Pay yourself first is one of those classic pieces of personal finance advice. It’s worked for countless Americans to help them build wealth. But, it is not always clear how it works or how you can make it work for you. Consider the follow three part approach:
1. Create an account that is separate from all your other accounts. This account should be only for a specified goal, usually saving or investing. If possible, choose an account with a higher interest rate–like a high interest savings account. You may not get a whole lot of cash from it, but even at current low interest rates, a couple more bucks wont hurt.

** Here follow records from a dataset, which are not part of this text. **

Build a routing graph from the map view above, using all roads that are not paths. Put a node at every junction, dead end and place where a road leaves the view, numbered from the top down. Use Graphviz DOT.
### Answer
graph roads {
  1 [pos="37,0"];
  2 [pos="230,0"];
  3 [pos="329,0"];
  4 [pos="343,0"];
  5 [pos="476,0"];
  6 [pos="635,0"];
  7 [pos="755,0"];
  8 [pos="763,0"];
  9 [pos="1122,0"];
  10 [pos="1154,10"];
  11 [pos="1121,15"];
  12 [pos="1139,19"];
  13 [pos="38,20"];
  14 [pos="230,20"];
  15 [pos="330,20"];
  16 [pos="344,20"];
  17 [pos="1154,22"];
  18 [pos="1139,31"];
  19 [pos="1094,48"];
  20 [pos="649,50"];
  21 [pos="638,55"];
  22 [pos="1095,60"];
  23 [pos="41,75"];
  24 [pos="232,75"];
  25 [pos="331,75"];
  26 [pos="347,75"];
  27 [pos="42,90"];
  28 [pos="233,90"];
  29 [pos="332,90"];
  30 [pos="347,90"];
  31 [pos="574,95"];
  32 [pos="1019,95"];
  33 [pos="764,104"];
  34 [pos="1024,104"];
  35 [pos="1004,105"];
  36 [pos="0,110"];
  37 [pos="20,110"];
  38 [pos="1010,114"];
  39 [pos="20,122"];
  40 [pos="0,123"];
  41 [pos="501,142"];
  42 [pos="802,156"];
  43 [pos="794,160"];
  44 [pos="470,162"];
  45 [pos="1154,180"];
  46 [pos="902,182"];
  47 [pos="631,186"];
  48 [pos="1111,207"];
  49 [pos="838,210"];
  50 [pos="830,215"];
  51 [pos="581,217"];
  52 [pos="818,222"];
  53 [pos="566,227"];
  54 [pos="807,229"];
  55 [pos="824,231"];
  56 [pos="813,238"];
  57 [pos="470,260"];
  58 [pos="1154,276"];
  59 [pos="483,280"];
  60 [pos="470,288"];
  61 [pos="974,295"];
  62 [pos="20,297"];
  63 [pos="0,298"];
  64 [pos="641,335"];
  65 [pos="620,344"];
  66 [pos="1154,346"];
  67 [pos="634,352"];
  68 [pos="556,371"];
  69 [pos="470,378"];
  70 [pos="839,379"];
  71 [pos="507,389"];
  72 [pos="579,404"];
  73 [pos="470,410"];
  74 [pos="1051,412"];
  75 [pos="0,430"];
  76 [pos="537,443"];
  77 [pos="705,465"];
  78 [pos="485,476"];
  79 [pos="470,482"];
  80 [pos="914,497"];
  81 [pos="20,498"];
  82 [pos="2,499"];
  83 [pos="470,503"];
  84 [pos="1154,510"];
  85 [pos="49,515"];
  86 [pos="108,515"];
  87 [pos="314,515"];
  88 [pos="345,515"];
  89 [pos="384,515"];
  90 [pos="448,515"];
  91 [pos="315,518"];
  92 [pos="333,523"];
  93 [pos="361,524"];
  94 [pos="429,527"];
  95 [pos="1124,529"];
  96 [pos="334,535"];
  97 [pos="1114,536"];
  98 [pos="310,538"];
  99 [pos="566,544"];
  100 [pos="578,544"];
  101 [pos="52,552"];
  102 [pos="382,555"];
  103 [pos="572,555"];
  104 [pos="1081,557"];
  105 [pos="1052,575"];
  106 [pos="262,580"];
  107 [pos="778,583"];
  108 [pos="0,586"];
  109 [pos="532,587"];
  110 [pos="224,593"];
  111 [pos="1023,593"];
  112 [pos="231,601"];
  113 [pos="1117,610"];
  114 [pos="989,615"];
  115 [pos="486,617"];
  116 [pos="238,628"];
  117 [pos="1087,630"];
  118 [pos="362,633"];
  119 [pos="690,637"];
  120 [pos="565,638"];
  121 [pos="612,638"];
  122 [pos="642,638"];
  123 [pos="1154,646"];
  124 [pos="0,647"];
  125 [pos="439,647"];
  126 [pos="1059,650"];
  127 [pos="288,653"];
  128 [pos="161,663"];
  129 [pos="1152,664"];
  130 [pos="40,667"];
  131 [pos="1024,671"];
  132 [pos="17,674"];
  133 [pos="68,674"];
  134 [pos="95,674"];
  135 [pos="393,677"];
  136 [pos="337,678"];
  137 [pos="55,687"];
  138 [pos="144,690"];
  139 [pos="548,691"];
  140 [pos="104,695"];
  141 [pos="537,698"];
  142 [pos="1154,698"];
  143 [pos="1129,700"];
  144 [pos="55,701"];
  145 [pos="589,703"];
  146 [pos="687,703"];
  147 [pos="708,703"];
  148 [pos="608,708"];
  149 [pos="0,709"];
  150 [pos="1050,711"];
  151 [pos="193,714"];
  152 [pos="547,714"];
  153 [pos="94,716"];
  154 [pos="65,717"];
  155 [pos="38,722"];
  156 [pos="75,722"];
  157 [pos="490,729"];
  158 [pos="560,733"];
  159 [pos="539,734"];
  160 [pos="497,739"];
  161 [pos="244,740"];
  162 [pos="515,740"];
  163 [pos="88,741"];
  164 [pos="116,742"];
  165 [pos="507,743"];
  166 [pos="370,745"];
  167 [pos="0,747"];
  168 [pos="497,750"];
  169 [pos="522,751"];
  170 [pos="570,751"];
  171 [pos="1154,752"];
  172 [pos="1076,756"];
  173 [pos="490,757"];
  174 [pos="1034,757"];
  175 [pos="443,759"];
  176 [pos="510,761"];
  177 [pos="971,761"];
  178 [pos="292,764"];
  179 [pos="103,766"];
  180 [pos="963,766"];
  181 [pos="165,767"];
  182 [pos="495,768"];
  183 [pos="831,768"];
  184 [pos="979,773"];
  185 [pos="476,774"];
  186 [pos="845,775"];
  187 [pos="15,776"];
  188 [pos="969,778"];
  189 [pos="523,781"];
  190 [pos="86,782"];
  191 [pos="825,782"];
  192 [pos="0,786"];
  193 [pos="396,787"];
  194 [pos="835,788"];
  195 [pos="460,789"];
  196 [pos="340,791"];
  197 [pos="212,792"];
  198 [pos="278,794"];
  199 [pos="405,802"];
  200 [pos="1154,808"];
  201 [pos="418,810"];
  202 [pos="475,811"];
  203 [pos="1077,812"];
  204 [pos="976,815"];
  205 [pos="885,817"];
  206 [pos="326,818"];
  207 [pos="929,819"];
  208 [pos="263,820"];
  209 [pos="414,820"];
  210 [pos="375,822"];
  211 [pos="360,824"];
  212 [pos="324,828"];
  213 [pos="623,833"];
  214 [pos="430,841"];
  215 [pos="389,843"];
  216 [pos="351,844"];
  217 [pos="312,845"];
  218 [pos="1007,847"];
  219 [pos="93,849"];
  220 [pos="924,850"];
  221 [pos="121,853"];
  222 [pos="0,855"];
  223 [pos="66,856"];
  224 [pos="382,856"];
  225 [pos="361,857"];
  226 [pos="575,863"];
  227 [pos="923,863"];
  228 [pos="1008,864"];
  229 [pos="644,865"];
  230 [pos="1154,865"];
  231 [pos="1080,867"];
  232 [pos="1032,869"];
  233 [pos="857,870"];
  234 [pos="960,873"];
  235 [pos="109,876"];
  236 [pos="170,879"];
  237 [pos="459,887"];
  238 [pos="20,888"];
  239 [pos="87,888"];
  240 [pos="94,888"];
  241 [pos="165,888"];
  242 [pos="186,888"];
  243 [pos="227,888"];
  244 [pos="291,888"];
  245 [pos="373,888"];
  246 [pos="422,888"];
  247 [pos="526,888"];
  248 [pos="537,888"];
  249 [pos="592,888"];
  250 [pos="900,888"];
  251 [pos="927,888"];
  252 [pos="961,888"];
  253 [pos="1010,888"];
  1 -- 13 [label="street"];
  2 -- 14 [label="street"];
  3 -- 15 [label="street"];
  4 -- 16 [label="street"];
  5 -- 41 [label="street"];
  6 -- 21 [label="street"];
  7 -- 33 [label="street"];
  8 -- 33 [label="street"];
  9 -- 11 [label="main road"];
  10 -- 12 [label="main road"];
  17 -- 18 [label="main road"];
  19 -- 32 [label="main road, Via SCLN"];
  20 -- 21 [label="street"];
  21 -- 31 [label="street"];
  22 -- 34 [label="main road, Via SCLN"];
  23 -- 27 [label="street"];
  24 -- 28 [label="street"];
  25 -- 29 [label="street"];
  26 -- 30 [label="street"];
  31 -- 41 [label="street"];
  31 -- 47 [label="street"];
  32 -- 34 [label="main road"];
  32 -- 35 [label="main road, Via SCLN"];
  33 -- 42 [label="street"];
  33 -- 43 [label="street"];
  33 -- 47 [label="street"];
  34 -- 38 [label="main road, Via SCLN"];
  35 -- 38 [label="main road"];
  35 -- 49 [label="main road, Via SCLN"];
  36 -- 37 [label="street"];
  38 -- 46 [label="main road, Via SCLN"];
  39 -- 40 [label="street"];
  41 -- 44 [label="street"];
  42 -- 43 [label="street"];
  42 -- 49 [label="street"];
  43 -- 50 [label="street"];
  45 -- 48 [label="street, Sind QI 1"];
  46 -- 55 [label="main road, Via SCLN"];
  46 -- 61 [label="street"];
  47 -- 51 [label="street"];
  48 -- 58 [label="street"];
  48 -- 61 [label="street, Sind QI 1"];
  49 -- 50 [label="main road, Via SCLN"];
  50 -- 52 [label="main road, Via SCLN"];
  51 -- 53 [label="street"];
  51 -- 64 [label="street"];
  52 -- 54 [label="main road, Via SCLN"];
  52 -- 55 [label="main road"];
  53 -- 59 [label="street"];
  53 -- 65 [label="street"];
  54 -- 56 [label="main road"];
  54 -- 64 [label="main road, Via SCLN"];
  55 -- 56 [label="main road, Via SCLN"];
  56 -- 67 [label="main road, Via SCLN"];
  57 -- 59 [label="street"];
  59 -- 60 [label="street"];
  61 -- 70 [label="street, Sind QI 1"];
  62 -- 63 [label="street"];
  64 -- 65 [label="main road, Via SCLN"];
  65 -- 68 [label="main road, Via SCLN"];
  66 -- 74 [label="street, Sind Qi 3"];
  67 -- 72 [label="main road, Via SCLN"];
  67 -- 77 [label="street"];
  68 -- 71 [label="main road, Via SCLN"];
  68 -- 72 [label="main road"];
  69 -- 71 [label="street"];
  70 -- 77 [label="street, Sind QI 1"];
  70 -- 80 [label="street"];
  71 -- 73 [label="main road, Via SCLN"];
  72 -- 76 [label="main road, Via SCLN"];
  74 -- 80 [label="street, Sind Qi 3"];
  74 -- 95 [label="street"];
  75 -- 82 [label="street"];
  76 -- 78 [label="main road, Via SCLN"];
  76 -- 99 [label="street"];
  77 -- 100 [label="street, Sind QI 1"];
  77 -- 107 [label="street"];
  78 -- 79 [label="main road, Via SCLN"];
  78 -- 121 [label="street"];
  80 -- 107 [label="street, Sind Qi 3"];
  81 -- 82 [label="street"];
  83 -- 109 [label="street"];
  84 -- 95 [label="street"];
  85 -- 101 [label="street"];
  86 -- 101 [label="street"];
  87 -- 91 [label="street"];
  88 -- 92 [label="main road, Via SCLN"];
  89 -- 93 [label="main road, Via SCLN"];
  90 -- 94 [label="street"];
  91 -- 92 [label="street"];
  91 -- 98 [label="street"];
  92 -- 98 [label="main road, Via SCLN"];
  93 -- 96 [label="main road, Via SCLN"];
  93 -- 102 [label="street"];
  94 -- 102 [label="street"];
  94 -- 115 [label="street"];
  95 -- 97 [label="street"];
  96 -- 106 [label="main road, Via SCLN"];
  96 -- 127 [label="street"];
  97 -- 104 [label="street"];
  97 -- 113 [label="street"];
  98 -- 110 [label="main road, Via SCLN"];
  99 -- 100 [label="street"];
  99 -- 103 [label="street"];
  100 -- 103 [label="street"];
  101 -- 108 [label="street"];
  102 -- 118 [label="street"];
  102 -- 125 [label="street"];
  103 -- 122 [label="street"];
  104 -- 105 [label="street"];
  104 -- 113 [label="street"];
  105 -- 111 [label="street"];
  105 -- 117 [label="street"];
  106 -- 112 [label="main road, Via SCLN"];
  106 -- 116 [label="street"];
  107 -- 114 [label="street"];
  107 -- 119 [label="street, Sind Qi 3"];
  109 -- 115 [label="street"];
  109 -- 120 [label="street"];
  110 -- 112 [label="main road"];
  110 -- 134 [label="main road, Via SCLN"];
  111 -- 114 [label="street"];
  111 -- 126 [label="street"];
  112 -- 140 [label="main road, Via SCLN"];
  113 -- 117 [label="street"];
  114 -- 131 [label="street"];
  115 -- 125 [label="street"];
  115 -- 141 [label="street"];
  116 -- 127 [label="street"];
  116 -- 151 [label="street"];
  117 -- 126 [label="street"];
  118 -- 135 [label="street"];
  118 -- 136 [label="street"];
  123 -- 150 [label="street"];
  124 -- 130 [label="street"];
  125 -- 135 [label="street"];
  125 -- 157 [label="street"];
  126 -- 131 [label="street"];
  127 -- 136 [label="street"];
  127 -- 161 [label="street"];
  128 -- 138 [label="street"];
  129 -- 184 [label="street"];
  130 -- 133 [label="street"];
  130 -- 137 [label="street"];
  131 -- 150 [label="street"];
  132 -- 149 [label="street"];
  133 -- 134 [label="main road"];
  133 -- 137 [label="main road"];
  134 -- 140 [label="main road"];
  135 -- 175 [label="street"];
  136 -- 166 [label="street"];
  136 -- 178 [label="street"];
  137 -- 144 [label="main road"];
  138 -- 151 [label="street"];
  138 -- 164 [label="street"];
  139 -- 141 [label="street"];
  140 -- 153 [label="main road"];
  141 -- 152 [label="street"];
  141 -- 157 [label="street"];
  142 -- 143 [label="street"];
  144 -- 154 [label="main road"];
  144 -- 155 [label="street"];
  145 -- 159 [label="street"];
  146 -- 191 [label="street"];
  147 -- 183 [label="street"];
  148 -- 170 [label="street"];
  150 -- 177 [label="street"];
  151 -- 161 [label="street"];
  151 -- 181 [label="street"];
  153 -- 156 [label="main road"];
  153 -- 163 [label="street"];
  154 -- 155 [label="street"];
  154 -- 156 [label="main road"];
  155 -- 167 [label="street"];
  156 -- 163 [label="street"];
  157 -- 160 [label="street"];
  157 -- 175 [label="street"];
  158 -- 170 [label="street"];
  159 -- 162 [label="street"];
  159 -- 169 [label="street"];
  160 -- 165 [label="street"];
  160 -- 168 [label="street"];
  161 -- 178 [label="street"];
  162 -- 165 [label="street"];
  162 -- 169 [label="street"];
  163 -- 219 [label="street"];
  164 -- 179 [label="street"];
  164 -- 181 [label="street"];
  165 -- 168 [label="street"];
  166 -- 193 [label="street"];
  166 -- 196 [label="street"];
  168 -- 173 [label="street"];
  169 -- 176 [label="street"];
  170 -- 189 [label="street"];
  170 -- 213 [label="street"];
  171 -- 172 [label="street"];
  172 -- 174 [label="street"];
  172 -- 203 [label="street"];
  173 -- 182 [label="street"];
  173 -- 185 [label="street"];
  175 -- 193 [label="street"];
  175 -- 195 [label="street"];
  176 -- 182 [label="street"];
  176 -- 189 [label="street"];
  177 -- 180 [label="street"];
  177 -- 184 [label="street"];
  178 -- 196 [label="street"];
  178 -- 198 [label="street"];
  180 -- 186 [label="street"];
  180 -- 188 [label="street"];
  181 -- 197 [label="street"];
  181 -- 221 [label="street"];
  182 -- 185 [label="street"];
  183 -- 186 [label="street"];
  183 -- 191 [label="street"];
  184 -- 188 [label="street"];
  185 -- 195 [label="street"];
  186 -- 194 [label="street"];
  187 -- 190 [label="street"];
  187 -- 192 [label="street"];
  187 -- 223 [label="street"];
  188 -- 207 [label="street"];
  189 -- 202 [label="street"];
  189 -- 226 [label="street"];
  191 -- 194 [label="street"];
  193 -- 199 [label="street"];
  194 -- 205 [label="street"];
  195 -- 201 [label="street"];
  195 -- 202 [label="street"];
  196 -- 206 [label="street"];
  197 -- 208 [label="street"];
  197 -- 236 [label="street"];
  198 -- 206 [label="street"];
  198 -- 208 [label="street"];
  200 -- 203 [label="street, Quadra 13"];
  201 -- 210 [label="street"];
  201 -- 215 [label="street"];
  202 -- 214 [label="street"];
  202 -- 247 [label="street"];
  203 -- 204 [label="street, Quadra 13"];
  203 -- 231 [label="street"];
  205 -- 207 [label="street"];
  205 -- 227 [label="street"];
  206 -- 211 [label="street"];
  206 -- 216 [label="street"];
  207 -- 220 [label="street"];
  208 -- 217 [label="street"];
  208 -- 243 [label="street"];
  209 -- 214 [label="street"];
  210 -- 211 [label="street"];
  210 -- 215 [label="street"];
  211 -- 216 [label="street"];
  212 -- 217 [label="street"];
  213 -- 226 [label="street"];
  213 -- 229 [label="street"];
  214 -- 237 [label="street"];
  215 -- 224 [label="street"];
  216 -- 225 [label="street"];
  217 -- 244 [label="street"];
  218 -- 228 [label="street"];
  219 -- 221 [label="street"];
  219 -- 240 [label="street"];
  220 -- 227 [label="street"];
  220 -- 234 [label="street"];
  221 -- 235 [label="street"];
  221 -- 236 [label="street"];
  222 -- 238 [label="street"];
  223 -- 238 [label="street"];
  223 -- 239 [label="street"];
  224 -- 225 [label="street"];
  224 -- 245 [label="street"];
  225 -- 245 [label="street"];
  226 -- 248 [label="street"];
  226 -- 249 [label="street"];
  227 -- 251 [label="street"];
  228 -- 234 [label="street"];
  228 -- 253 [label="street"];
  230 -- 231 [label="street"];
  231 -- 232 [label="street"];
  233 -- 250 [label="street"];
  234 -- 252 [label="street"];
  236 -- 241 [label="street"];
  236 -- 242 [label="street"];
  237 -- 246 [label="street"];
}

2. Determine how much you want to put into the account and at what interval. For example, you can decide to put in $100 per month, or $50 per paycheck. This will depend on what you intend to do with the money. For example, if you want to put a $10,000 down payment on a home in 36 months (three years), you’ll have to save $278 per month.
3. Set up direct deposit from your paycheck into the account. Have your HR department at work deduct the amount you need to meet your goal from your paycheck. So, if you want to save up that $10,000 have HR deduct $139 bucks from each paycheck – assuming of course that you get paid twice a month.
The main idea here is that you want to set up a separate process whereby you don’t have to do anything to save your money. Pretty much you just sit back and watch the savings add up. The beauty of it is that paying yourself doesn’t require a whole lot of effort and it removes the temptation to do something else with the money – like blow it on expensive coffee or eating lunch out. In fact, paying yourself first is so effective in building wealth that some people call it a “golden rule” for personal finance.
Don’t believe me? Try it and see happens. I bet you save a pile of cash.